«Geben Sie einem Schreibaby Halt»

Interview Jeanne Fürst und Danica Gröhlich, 4. November 2021

Verzweifelte Eltern, gestresste Babys: Was das Weinen von Neugeborenen bedeutet und wie man sie beruhigt, sagt die Säuglingsexpertin Susanna Fischer.

Frau Fischer, warum schreien Babys?
Weinen ist die Ausdrucksform eines Säuglings. Wenn ein Baby weint, dann kommuniziert es und teilt mit, dass es sich unwohl, unsicher oder gestresst fühlt. Wir alle kennen das Weinen eines Babys aus Müdigkeit oder Hunger, aber ebenso oft weint es auch aus einer Überforderung durch all die neuen Eindrücke und Reize.

Ab wann spricht man von einem Schreibaby?
Wenn ein Baby länger als drei Stunden pro Tag an drei Tagen und seit drei Wochen weint. Für mich ist die elterliche, subjektive Belastbarkeit ausschlaggebend. Haben Eltern trotz des untröstlichen Weinens ihres Babys noch Ressourcen, und können sie auf die Signale noch feinfühlig reagieren?

Wie lernen Eltern, das Schreien zu verstehen?
Meistens reagieren Eltern auf die möglichen Bedürfnisse des Kindes sehr rasch. Dabei sehen sie, ob es sich zu beruhigen beginnt. Aus Missverständnissen entwickelt sich ein gegenseitiges Verständnis. Zudem ist es während des exzessiven Weinens relevanter, was das Kind gerade in dem Moment braucht, denn sehr oft ist die eigentliche Ursache nicht zu finden.

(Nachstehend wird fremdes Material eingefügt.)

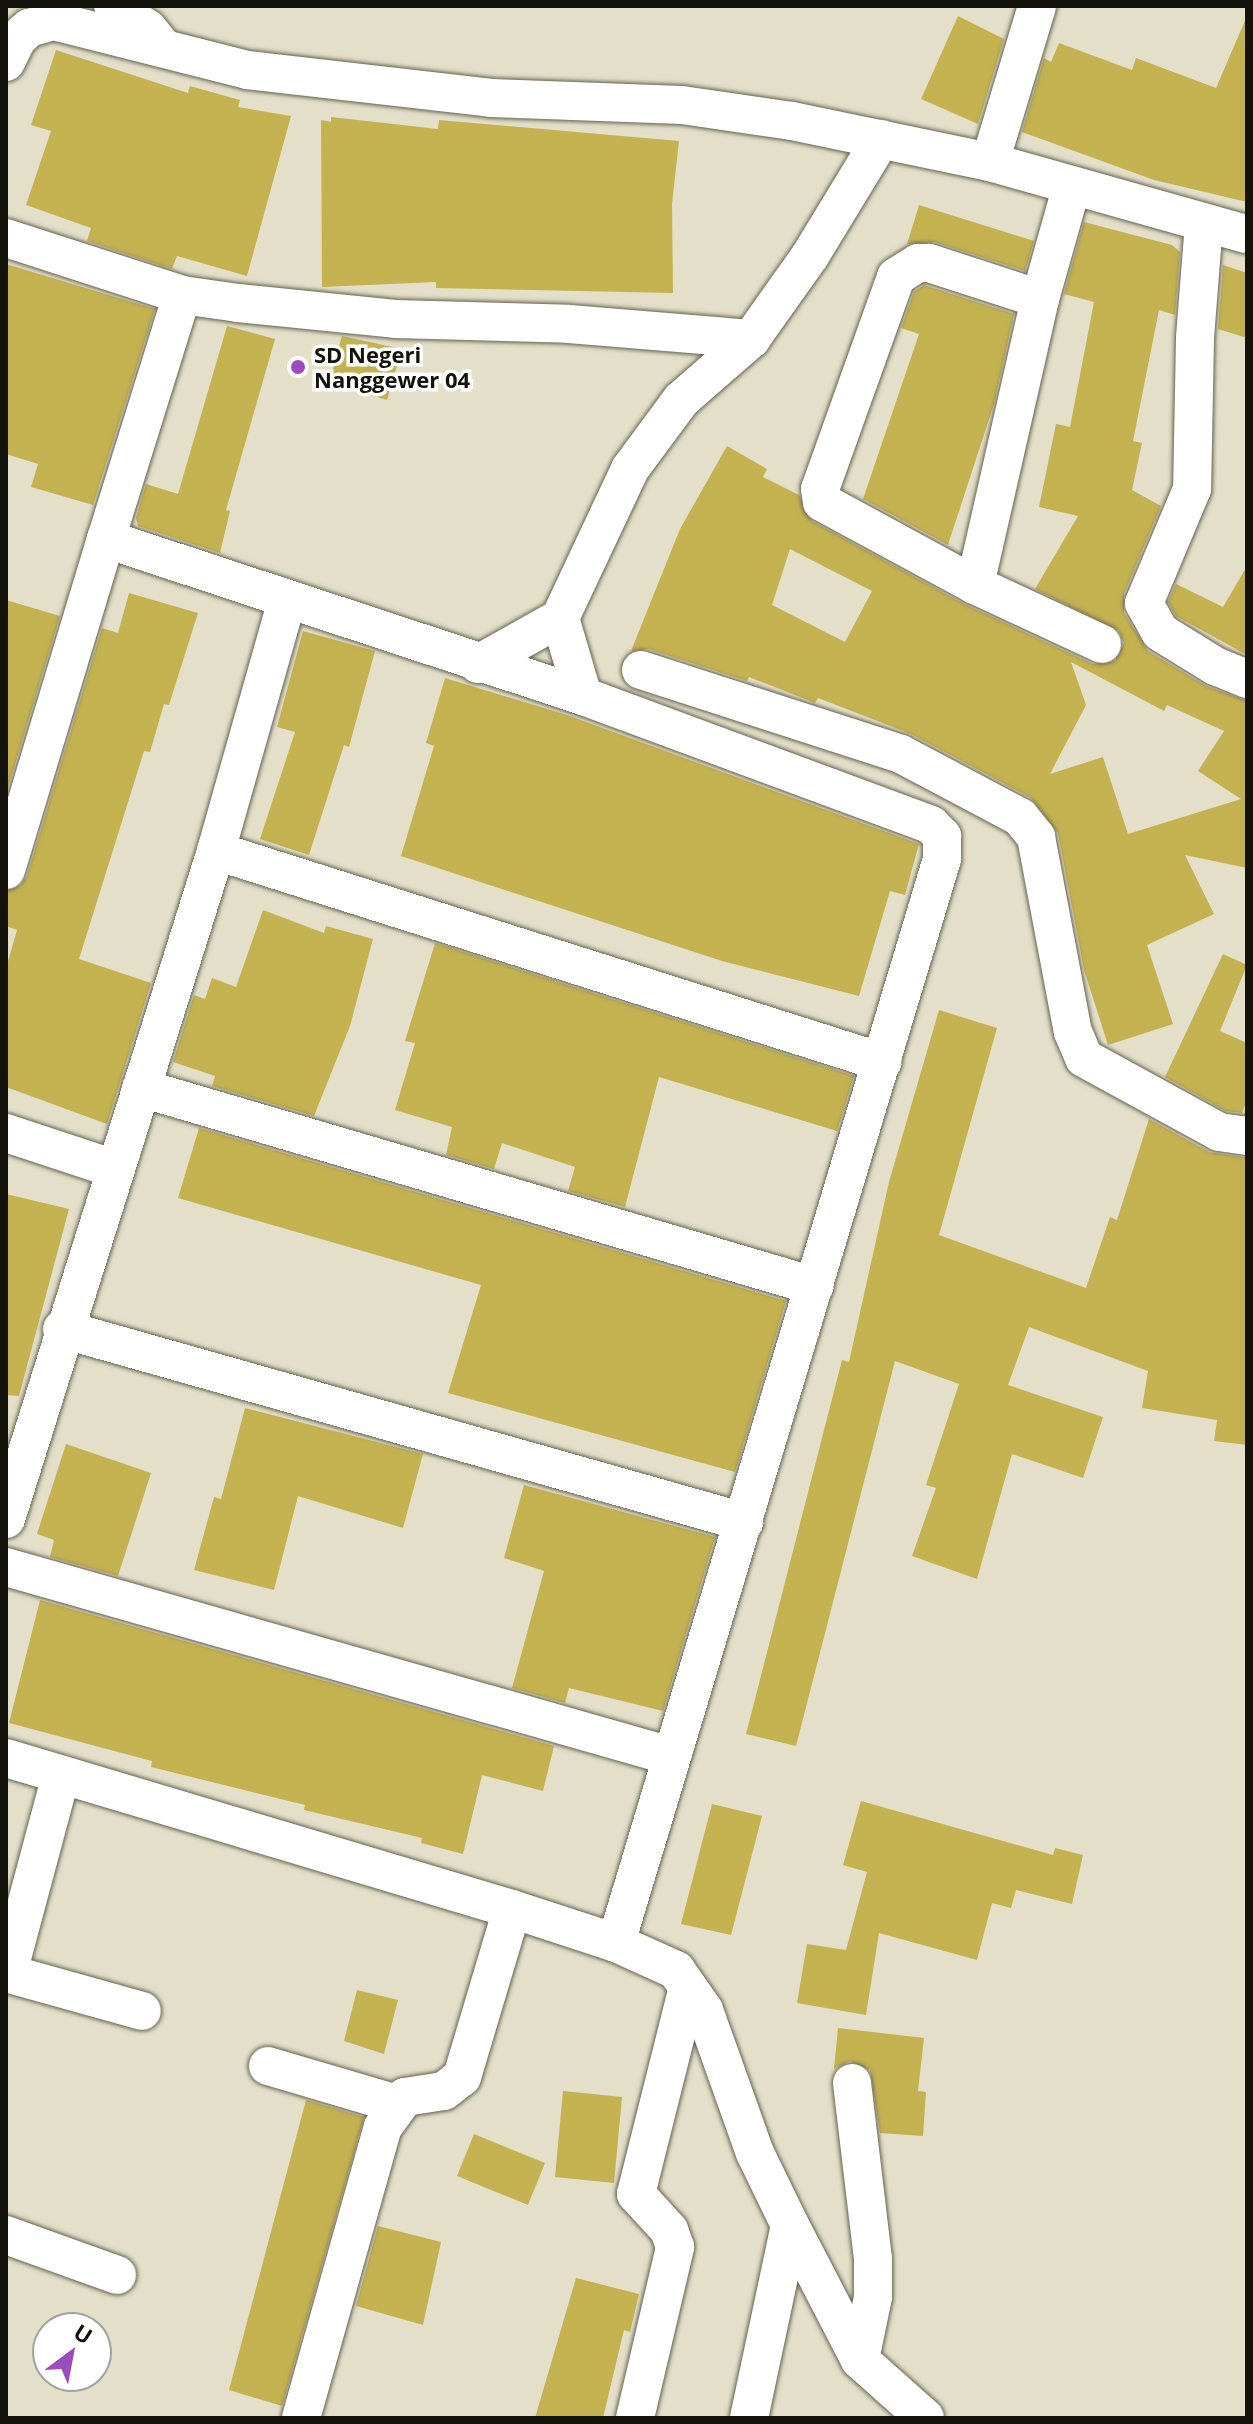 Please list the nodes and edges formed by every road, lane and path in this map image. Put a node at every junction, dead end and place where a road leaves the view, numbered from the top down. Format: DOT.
graph roads {
  1 [pos="113,6"];
  2 [pos="1030,9"];
  3 [pos="165,51"];
  4 [pos="6,62"];
  5 [pos="881,139"];
  6 [pos="990,162"];
  7 [pos="1072,185"];
  8 [pos="1204,223"];
  9 [pos="1247,234"];
  10 [pos="6,238"];
  11 [pos="182,295"];
  12 [pos="1040,299"];
  13 [pos="751,339"];
  14 [pos="106,539"];
  15 [pos="975,585"];
  16 [pos="287,600"];
  17 [pos="560,618"];
  18 [pos="1102,644"];
  19 [pos="478,664"];
  20 [pos="641,670"];
  21 [pos="1247,679"];
  22 [pos="583,696"];
  23 [pos="216,851"];
  24 [pos="6,870"];
  25 [pos="882,1062"];
  26 [pos="141,1088"];
  27 [pos="6,1133"];
  28 [pos="1247,1136"];
  29 [pos="115,1169"];
  30 [pos="814,1286"];
  31 [pos="62,1329"];
  32 [pos="6,1519"];
  33 [pos="744,1522"];
  34 [pos="6,1567"];
  35 [pos="671,1756"];
  36 [pos="6,1758"];
  37 [pos="61,1775"];
  38 [pos="512,1909"];
  39 [pos="616,1943"];
  40 [pos="7,1973"];
  41 [pos="688,1987"];
  42 [pos="142,2011"];
  43 [pos="268,2066"];
  44 [pos="852,2083"];
  45 [pos="397,2104"];
  46 [pos="790,2225"];
  47 [pos="6,2235"];
  48 [pos="117,2275"];
  49 [pos="860,2360"];
  50 [pos="301,2418"];
  51 [pos="635,2418"];
  52 [pos="749,2418"];
  53 [pos="925,2418"];
  1 -- 3 [label="street"];
  2 -- 6 [label="street"];
  3 -- 4 [label="street"];
  3 -- 5 [label="street"];
  5 -- 6 [label="street"];
  5 -- 13 [label="street"];
  6 -- 7 [label="street"];
  7 -- 8 [label="street"];
  7 -- 12 [label="street"];
  8 -- 9 [label="street"];
  8 -- 21 [label="street"];
  10 -- 11 [label="street"];
  11 -- 13 [label="street"];
  11 -- 14 [label="street"];
  12 -- 15 [label="street"];
  12 -- 15 [label="street"];
  13 -- 17 [label="street"];
  14 -- 16 [label="street"];
  14 -- 24 [label="street"];
  15 -- 18 [label="street"];
  16 -- 19 [label="street"];
  16 -- 23 [label="street"];
  17 -- 19 [label="street"];
  17 -- 22 [label="street"];
  19 -- 22 [label="street"];
  20 -- 28 [label="street"];
  22 -- 25 [label="street"];
  23 -- 25 [label="street"];
  23 -- 26 [label="street"];
  25 -- 30 [label="street"];
  26 -- 29 [label="street"];
  26 -- 30 [label="street"];
  27 -- 29 [label="street"];
  29 -- 31 [label="street"];
  30 -- 33 [label="street"];
  31 -- 32 [label="street"];
  31 -- 33 [label="street"];
  33 -- 35 [label="street"];
  34 -- 35 [label="street"];
  35 -- 39 [label="street"];
  36 -- 37 [label="street"];
  37 -- 38 [label="street"];
  37 -- 40 [label="street"];
  38 -- 39 [label="street"];
  38 -- 45 [label="street"];
  39 -- 41 [label="street"];
  40 -- 42 [label="street"];
  41 -- 46 [label="street"];
  41 -- 51 [label="street"];
  43 -- 45 [label="street"];
  44 -- 49 [label="street"];
  45 -- 50 [label="street"];
  46 -- 49 [label="street"];
  46 -- 52 [label="street"];
  47 -- 48 [label="street"];
  49 -- 53 [label="street"];
}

Susanna Fischer ist Sozialpädagogin und leitet in Zürich die Familienpraxis Stadelhofen.

Stossen Eltern öfter an ihre Grenzen?
Das hängt von ihrer psychischen Belastbarkeit ab. Das untröstliche, endlose Schreien eines Babys lässt aber niemanden kalt. Eltern brauchen deshalb Pausen. Sonst schaffen sie es nicht, sich abzugrenzen, was zu einer Erschöpfung führen kann. Wenn ein Baby im Dauerstress ist, dann sind es früher oder später auch die Eltern.

Was raten Sie?
Das Paar müsste sich intensiv über die aktuelle Befindlichkeit austauschen, ohne sich übertrumpfen zu wollen, wer müder ist. Eltern sollen wissen, wer ihnen helfen kann, damit sie im Alltag auch Momente nur für sich haben. Idealerweise ausserhalb der Wohnung. Ohne das Thema Baby. Auch der Austausch mit anderen Eltern hilft. Es fühlt sich gut an, nicht alleine in einer solchen Situation zu sein. Zudem sollten Eltern so früh wie möglich ihr Baby in der Regulation unterstützen, also in der Fähigkeit, sich zu beruhigen. Säuglinge regulieren sich über den Mund mit Schnuller, Fäustchen und dem Daumen oder taktil über ein Kuscheltuch.

Wann ist Hilfe nötig?
Eltern sollten früh Fachberatung holen und nicht Tipps aus dem Internet durchprobieren. Oft reicht ein Gespräch von 60 Minuten. Meistens braucht das Baby Ruhe, Rhythmus und Regelmässigkeit, um Sicherheit zu finden. Eltern sollen während des Weinens ruhig bleiben, dem Kind mit Körperkontakt Halt geben und doch mit der Aufmerksamkeit bei sich bleiben. Auch bewusstes Atmen entspannt eine Stresssituation.